■ What to work on ■
Of all the lines below, output only those starting at the one with "thumb ip: (602, 340)" and ending at the one with "ring tip: (639, 287)", both ends included, exactly as written.

[Skeletal landmark data]
•••••

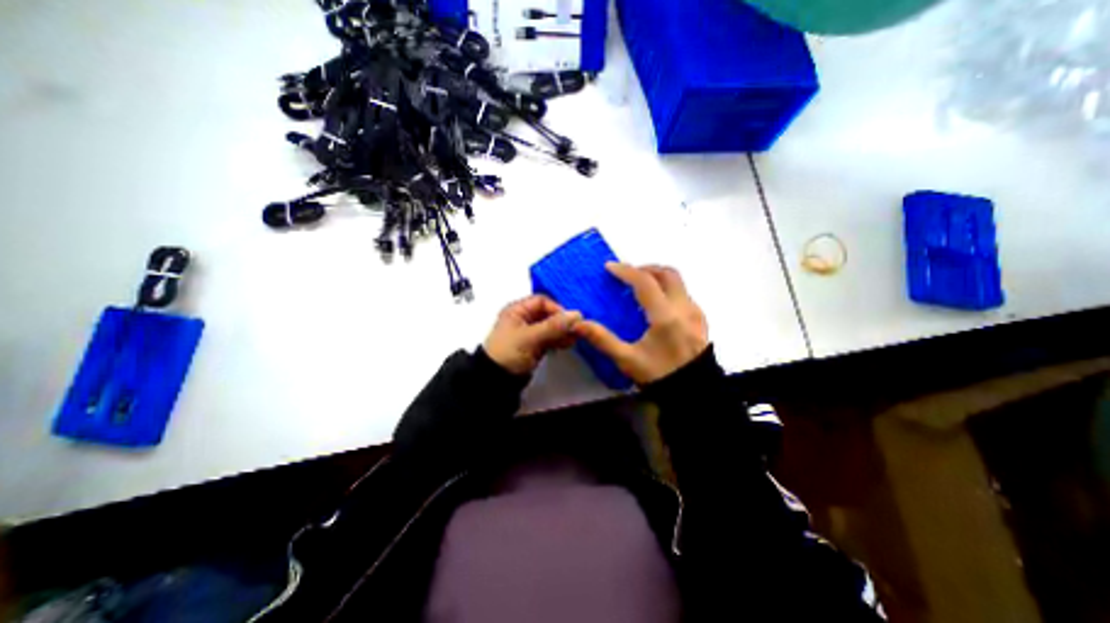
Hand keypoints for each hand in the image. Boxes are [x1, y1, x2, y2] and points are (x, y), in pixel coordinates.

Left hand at [488, 298, 583, 373]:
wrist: (498, 380)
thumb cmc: (509, 352)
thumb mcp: (530, 337)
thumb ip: (553, 326)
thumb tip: (577, 315)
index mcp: (517, 310)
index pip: (542, 301)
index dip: (556, 308)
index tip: (568, 319)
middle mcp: (525, 318)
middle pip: (548, 314)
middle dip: (562, 321)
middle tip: (576, 329)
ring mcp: (531, 332)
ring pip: (552, 326)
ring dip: (563, 331)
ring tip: (574, 338)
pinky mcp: (536, 345)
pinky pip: (551, 338)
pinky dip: (560, 340)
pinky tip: (568, 343)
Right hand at [571, 264, 710, 382]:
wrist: (694, 393)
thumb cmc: (659, 375)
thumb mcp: (627, 360)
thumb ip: (602, 340)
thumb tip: (578, 324)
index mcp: (665, 316)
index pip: (645, 282)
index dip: (626, 271)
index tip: (610, 267)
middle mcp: (683, 308)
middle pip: (667, 274)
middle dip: (645, 269)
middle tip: (627, 275)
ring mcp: (695, 312)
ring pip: (678, 282)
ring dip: (657, 277)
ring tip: (639, 287)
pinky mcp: (700, 319)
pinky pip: (683, 293)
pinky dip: (667, 289)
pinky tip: (656, 304)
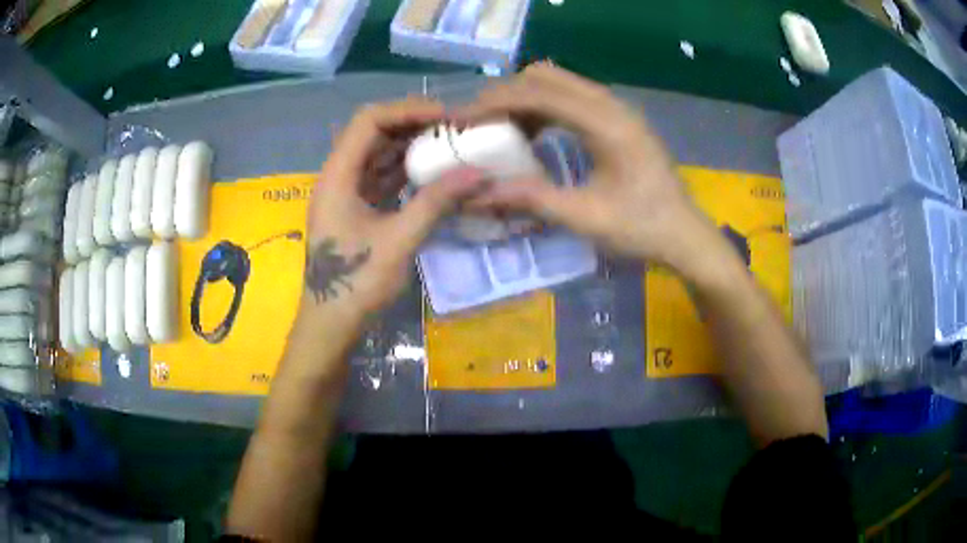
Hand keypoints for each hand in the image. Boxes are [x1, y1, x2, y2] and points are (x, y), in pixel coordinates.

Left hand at [301, 98, 487, 321]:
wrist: (332, 323)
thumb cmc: (356, 284)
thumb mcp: (399, 241)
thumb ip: (436, 202)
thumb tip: (478, 172)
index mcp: (337, 176)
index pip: (369, 121)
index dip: (407, 110)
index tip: (445, 116)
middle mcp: (337, 176)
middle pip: (372, 133)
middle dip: (412, 124)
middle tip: (452, 127)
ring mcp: (345, 193)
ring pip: (376, 154)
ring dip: (409, 146)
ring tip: (447, 144)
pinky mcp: (354, 208)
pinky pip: (379, 176)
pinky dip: (404, 170)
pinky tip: (431, 171)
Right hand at [459, 63, 722, 272]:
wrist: (684, 234)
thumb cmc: (642, 228)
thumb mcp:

•••••

■ Problem solution ■
thumb ip: (602, 340)
thumb tip: (578, 324)
index mcp: (665, 316)
index pip: (645, 282)
index dip: (626, 271)
index tip: (610, 267)
middle mcp: (683, 308)
middle pip: (667, 274)
middle dip: (645, 269)
middle tip: (627, 275)
ring mcp: (695, 312)
ring pip: (678, 282)
ring dip: (657, 277)
ring tip: (639, 287)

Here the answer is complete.